Jim Burrows aka JimB. aka Brons
What can I say? I’m a nerd who loves computers, science, science fiction, fantasy, comic books, role-playing games, story telling and world building. I’m also a retired engineer with four decades of doing things I never did before with computers, software, networks, and telecommunications. I created my first comic book characters at 12, wrote my first fantasy story at 17, built a random solar system generator at 18 and created my first fantasy and science fiction role-playing game world at 25. I’m a master of things that don’t physically exist.
Before I retired, writing was just a hobby. I wrote stories for myself, my family and my collaborators. I built worlds for those stories and for the role-playing games I created. I helped authors visualize the worlds they had created. I pitched a TV show to a producer because I found myself walking the beach with him and loved the idea of turning the life of a real-world sword-wielding, cross-dressing, bisexual opera star who had operas written for her and twice fought a duel with three men at once into a modern-day TV show.

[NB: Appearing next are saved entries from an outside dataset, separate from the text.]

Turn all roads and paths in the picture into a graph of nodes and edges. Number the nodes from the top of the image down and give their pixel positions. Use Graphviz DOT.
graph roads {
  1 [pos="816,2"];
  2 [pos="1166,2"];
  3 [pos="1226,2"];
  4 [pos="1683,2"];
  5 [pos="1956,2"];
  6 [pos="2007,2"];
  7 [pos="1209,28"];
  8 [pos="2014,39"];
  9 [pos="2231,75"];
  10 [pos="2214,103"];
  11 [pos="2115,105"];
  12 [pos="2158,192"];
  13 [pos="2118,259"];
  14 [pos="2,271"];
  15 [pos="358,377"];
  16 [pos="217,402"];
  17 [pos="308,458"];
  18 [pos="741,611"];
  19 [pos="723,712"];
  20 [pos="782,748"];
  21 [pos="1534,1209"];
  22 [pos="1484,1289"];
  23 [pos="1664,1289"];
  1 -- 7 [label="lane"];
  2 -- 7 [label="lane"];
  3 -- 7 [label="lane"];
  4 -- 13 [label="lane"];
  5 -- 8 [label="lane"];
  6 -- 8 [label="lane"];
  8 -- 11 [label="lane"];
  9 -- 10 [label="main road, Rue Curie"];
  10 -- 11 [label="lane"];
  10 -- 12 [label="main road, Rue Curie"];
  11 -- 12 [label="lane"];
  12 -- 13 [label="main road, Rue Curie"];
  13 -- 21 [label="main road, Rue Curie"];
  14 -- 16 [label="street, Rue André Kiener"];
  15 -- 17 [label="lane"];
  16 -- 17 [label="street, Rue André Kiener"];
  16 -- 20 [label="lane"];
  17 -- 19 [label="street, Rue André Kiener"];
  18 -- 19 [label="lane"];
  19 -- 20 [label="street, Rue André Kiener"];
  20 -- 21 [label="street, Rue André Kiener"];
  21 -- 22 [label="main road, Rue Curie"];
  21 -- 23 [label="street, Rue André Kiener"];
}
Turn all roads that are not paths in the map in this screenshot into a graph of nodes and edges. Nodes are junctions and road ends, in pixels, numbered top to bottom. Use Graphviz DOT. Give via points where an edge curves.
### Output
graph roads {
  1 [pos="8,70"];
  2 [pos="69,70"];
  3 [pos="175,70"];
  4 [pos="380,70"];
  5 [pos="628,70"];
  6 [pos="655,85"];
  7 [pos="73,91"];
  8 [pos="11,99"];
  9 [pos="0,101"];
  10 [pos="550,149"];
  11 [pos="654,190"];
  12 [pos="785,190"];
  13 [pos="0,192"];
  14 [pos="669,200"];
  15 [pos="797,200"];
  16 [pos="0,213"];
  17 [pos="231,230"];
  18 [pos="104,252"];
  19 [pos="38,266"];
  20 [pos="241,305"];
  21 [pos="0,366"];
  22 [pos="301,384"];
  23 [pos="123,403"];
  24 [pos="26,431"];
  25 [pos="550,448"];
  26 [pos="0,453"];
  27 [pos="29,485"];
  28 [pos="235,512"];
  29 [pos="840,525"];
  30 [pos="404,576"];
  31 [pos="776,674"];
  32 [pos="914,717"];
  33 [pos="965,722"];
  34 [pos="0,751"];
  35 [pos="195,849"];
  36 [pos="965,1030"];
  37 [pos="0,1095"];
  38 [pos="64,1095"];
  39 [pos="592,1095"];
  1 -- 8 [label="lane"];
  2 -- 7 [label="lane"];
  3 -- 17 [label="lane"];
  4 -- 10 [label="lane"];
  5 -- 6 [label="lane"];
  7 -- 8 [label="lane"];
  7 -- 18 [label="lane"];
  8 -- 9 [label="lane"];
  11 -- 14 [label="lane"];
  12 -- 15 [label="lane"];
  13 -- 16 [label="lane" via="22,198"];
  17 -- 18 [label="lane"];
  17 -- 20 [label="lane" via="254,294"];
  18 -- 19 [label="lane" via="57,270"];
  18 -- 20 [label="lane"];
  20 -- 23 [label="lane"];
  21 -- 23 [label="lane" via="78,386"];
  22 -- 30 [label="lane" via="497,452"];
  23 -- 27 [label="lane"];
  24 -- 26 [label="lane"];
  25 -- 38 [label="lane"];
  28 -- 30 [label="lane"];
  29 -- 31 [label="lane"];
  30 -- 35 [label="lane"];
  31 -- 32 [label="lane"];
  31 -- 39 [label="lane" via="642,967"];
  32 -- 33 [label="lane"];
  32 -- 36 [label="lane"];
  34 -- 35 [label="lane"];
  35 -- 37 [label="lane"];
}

Since I retired, I’ve started getting serious about my hobbies, especially writing. I’ve got a handful of books started, though for a while now, I’ve set the rest aside in order to concentrate on the one that went over best with my writing group and test audiences. You can read about that one on my Aunt Jenny and the Delayed Quest page.
I still find time to walk at least 2.5 to 5 miles a day, every day, rain or shine, and periodically binge on genealogy and my other hobbies, but writing and the world-building that supports it are my main passions. That and Tai Chi, and my family, watching too much TV (F&SF and comic book stuff), and walking to the movie theater a mile from the house when there’s a good genre movie showing. Retirement’s a bigger job than I thought it was.
Back in school, at Hiram College, I was a Philosophy major. Just before I retired, I took a sabbatical in order to study Machine Ethics, a field that I expected to become really crucial within a few years. It looks like I was right about that. Ethics and automation and AI are everywhere these days. I wrote a lot on the topic at Medium.com, and I have a web site for that work including my sabbatical report and some thoughts on Artificial Intelligence and what Aristotle called “the common sense”.